- _Assigned task_:
Within the records below, filter for lines carrying the word "fabs" and copy them.

- _Raw data_:
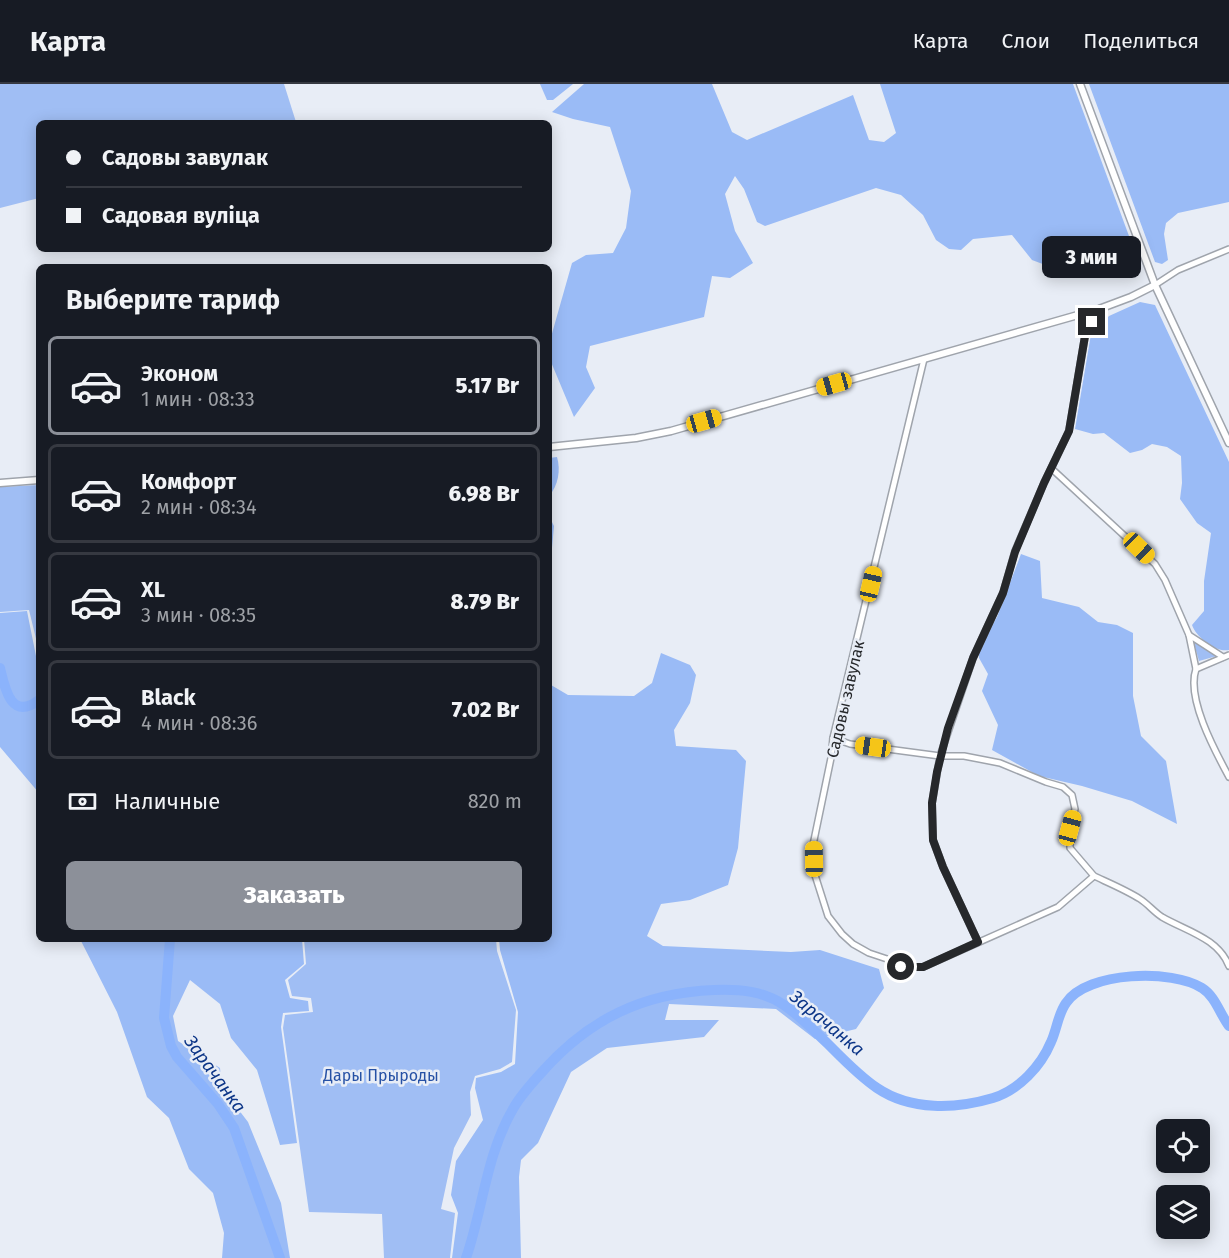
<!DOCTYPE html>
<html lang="ru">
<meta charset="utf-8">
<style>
:root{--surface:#171b24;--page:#242831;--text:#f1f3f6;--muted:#9ea1a6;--line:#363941;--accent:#8c9099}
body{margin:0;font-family:"Fira Sans",sans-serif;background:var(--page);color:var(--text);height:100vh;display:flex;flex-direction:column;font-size:22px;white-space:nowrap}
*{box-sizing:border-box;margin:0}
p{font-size:20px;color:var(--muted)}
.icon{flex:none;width:33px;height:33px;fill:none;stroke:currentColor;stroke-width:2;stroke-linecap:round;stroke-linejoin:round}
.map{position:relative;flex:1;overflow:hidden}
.drawer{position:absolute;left:36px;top:180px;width:516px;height:678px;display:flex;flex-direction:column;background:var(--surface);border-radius:9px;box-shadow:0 3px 15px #0003}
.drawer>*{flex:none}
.banner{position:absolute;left:36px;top:36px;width:516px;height:132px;border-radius:9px;box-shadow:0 3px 15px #0003;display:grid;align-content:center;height:132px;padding:0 30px;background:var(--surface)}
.fabs{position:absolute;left:1156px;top:1035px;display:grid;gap:12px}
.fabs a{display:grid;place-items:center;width:54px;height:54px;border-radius:9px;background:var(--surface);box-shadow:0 3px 15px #0003;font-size:30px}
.end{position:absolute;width:27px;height:27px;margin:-14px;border:8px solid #26282b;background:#fff;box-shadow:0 0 0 3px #fff}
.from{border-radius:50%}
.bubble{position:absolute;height:42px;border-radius:9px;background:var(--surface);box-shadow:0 3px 15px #0003;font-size:20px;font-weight:800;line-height:42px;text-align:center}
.car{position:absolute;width:18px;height:36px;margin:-18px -9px;border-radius:8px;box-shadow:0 0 4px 2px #0007;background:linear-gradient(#f5c518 24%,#345 0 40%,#f5c518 0 76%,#345 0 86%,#f5c518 0)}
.banner b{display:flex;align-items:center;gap:21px;height:57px;font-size:22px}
.banner b+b{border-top:2px solid var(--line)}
.banner i{width:15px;height:15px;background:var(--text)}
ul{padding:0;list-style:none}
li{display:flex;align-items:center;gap:18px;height:99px;margin:0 12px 9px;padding:0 18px;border:3px solid var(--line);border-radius:9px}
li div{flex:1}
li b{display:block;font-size:22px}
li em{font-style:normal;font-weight:800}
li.on{border-color:var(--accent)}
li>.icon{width:54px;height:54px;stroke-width:1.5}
h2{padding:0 30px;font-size:27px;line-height:72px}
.pay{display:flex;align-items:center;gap:15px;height:66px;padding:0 30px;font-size:22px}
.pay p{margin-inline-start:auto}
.cta{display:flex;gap:12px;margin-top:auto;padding:12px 30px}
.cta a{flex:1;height:69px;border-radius:9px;background:var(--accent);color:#fff;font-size:24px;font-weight:800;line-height:69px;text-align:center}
header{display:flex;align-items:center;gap:36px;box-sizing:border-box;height:84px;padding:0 30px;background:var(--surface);border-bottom:2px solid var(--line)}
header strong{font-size:28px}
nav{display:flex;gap:33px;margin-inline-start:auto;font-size:21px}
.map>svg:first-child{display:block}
.green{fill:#a0bef4}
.forest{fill:#9abbf6}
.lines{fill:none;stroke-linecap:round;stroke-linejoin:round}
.river{stroke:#8bb3fc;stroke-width:10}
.minor-casing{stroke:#9fa4ac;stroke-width:8}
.tertiary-casing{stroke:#9fa4ac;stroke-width:9}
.minor{stroke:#fff;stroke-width:5}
.tertiary{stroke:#fff;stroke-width:6}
.route{stroke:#26282b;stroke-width:8}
.labels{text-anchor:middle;stroke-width:5;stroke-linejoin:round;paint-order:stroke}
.street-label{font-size:16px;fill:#26282b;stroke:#e8edf6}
.park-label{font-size:16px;fill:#2651a5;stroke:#e8edf6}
.water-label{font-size:18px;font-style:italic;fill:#0c3587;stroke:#e8edf6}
</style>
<header>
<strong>Карта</strong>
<nav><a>Карта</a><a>Слои</a><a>Поделиться</a></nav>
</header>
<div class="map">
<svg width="1229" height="1174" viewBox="0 0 1229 1174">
<rect width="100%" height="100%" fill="#e8edf6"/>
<g class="green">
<path d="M0,0H284L296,38L39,39V114L0,124Z"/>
<path d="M39,401V567L29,526L0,528V403Z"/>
<path d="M1193,556L1217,572L1199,577Z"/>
<path d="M304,855H496L497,867L516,926L512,978L500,985L475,992L470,1008L471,1031L454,1064L441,1125L455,1129L450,1174H384L382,1130L309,1128L283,944L285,931L313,928L311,914L292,912L288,896L306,880Z"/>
</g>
<g class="forest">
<path d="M540,0H573L553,16H547Z"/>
<path d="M584,0H712L732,48L747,56L853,11L869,56L884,58L896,49L880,0H1073L1129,152L1105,167L1048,182L1032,176L1012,151L973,155L961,166L949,165L936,156L923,131L901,111L876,104L765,142L757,138L744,105L735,92L725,110L735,147L753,179L730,194L712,192L704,233L590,262L586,283L595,304L574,333L551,278L549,260L572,179L586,171L613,169L626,144L631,107L610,43L573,35L552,28Z"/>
<path d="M1089,0H1229V118L1178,129L1166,139L1164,150L1168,176L1162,180L1155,178Z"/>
<path d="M1140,218L1155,221L1229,378V566C1216,569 1196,553 1192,541L1204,527V497L1211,449L1197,439L1180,415L1182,399L1181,372L1167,363L1152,360L1142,366L1130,369L1104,349L1093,350L1075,345L1091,250L1109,232Z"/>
<path d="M557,373C561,386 558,402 549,412V374Z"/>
<path d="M549,432L554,442L549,497Z"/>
<path d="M1021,470L1040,477L1042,514L1079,523L1098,538L1117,541L1133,549V612L1141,652L1166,677L1177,740L1132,717L1082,702L1039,692L992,666L998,641L982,607L988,590L979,574V564L997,533Z"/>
<path d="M27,527L36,572H39V709L0,663V529Z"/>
<path d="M661,569L690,581L696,591L690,619L674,646L676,662L736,666L746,677L738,764L728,801L690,816L661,820L647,852L663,862L791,868L820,866L879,885L884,904L856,945L815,955L776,925L669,920L665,936H719L704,953L607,964L571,988L538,1059L521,1076L519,1093L521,1174H452L458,1129L451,1111L456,1077L483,1036L475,1004L476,994L501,988L515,980L518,928L500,866L499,855H549V583L551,601L568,611L634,612L652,599Z"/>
<path d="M80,855H302L304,880L285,896L290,914L308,917L309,927L283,929L281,943L297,1059L280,1061L257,986L231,954L220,920L190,896L173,932L178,957L220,984L222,1004L248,1038L281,1119L290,1174H222L224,1149L213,1109L189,1085L169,1034L147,1013L117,928Z"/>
</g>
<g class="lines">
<g class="river">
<path d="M0,584C5,605 11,637 39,616"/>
<path d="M170,855L164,934L171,962L177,973L218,1020L234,1044L280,1174"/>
<path d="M466,1174C483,1125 486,1071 513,1025C520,1012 531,1000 542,988C589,935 643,909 714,906C740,905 763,907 784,921C800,932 813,946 827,959C843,975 859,992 877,1004C911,1027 956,1025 993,1014C1019,1006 1041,982 1051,958C1057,945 1058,930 1066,919C1087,887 1173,885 1202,904C1215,912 1220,930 1229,942"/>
</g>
<g class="minor-casing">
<g id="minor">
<path d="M1155,201L1178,186L1229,165"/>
<path d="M924,275L833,654L831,674L813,761L814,788L828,832L842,850L853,860L869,869L887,875L901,883H923L1058,823L1094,792"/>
<path d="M1052,385L1155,480L1165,496L1189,551"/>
<path d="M1229,571L1196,585C1186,614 1215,667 1229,693"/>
<path d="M1196,585L1189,551L1223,573"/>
<path d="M833,654L850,660L940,672H964L1000,679L1046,698L1063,703L1072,711L1075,725L1070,744V764L1094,792C1109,799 1126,806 1140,815C1148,820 1154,828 1162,833C1186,847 1218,854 1229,882"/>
<path d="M978,858L943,783L933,756L932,719L940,672L973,574L1003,509L1015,467L1044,399L1069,347L1085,252L1099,225"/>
</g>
</g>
<g class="tertiary-casing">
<g id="tertiary">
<path d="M1080,0L1155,201L1229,359"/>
<path d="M549,363L636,354L671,347L1099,225L1131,213L1155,201"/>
<path d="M0,399L39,396"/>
</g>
</g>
<use href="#minor" class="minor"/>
<use href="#tertiary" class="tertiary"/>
</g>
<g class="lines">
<path class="route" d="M901,883H923L978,858L943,783L933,756L932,719L937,688L948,644L973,574L1003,509L1015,468L1044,399L1069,347L1085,252L1092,238"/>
</g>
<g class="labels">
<g class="street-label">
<text transform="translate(845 615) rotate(-77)" y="6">Садовы завулак</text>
</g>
<g class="park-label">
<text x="381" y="997">Дары Прыроды</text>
</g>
<g class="water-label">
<text transform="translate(827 939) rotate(40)" y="6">Зарачанка</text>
<text transform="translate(215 990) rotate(54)" y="6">Зарачанка</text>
</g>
</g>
</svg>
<div class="fabs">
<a><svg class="icon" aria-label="locate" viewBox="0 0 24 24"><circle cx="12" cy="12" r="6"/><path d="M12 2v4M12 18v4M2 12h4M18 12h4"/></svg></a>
<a><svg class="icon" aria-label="layers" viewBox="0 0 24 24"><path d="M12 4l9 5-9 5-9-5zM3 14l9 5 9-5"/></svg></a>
</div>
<i class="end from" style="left:901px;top:883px"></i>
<i class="end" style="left:1092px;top:238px"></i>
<div class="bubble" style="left:1042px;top:152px;width:99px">3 мин</div>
<i class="car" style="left:834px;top:300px;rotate:254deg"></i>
<i class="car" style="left:704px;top:337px;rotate:74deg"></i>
<i class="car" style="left:1139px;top:464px;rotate:134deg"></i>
<i class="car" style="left:871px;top:500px;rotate:13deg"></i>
<i class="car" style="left:873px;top:663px;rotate:278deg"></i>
<i class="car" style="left:1070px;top:744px;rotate:15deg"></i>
<i class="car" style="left:814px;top:775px;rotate:359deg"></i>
<div class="banner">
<b><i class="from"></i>Садовы завулак</b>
<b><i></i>Садовая вуліца</b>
</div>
<section class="drawer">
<h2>Выберите тариф</h2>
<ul>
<li class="on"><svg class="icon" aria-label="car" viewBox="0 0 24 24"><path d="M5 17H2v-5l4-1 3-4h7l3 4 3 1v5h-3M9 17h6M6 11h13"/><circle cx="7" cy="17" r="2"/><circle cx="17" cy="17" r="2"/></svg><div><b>Эконом</b><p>1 мин · 08:33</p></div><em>5.17 Br</em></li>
<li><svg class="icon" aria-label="car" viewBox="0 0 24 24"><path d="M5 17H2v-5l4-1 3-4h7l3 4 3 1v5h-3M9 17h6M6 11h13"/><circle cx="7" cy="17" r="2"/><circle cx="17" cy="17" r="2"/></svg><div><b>Комфорт</b><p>2 мин · 08:34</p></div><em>6.98 Br</em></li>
<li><svg class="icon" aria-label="car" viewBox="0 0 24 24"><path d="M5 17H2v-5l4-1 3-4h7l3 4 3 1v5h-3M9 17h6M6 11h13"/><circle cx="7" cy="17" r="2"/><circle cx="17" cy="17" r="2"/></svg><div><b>XL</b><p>3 мин · 08:35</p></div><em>8.79 Br</em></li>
<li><svg class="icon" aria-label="car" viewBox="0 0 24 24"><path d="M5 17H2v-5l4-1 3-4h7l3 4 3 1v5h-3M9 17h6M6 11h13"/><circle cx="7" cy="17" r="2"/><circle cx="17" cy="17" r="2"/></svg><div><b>Black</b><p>4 мин · 08:36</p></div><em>7.02 Br</em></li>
</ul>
<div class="pay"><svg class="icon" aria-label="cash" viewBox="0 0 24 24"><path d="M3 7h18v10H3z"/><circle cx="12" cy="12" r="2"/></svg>Наличные<p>820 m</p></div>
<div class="cta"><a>Заказать</a></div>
</section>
</div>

- _Solved exercise_:
.fabs{position:absolute;left:1156px;top:1035px;display:grid;gap:12px}
.fabs a{display:grid;place-items:center;width:54px;height:54px;border-radius:9px;background:var(--surface);box-shadow:0 3px 15px #0003;font-size:30px}
<div class="fabs">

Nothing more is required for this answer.